In a briefing session before members of Congress on Wednesday, Sokeel Park of Liberty in North Korea said six trends are bringing unprecedented changes to the reclusive country, Voice of America reported.

Park said capitalism, information flows, informal networks, corruption, defectors and a new generation of North Koreans are factors that are combining and taking the country in a new direction.

In the past decade, markets trading goods have grown as North Korea has slowly moved away from a planned economy.

South Korean news agency Yonhap reported the rapid growth of informal or gray markets inside North Korea is visible in satellite images. Past images of the port city of Wonsan showed dramatic changes between 2002 and 2009 that indicated growing wealth was leading to the construction of new buildings in the city.

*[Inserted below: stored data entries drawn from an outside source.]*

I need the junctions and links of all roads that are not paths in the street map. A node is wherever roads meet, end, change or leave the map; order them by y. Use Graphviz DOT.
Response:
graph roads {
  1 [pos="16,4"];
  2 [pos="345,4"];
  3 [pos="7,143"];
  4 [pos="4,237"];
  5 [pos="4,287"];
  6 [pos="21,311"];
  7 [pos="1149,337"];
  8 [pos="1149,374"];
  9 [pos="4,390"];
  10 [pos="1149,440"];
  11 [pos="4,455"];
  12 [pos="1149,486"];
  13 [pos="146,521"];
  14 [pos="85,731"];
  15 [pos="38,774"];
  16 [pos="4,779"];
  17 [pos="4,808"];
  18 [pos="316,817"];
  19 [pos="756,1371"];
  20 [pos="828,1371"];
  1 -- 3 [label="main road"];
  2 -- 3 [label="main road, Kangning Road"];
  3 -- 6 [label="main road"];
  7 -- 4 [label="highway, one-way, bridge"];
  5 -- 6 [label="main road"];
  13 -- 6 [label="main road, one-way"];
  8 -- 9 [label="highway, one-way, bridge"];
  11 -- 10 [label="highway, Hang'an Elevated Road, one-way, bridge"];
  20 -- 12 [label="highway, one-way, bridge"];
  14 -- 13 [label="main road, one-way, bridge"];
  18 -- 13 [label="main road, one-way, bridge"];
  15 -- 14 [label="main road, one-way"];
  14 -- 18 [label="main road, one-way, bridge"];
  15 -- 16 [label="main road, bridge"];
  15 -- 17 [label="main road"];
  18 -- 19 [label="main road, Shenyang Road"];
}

The surge in free market enterprise is taking place at the grassroots level, Park said, and North Korean authorities are unable to regulate the activities of North Korea's new generation of entrepreneurs.

Authorities also are not capable of controlling the large of amounts of information about the outside world reaching ordinary North Koreans, Park said.

Information flows have become increasingly deregulated and improvements in communications technology, and word-of-mouth updates about the world outside North Korea are growing, Park said.

North Korean social interactions are changing in the absence of government control, and informal networks that routinely resist the regulation of authorities are increasing, according to LiNK research.

North Korea's re-emergence from a devastating famine in the 1990s has also unleashed a new generation of young North Koreans, or millennials, who never really had any experience of socialism, according to Park.

These trends, along with rampant corruption inside the country and remittances from defectors in the South are creating long-term changes in North Korea that are weakening state control over the population, said Park.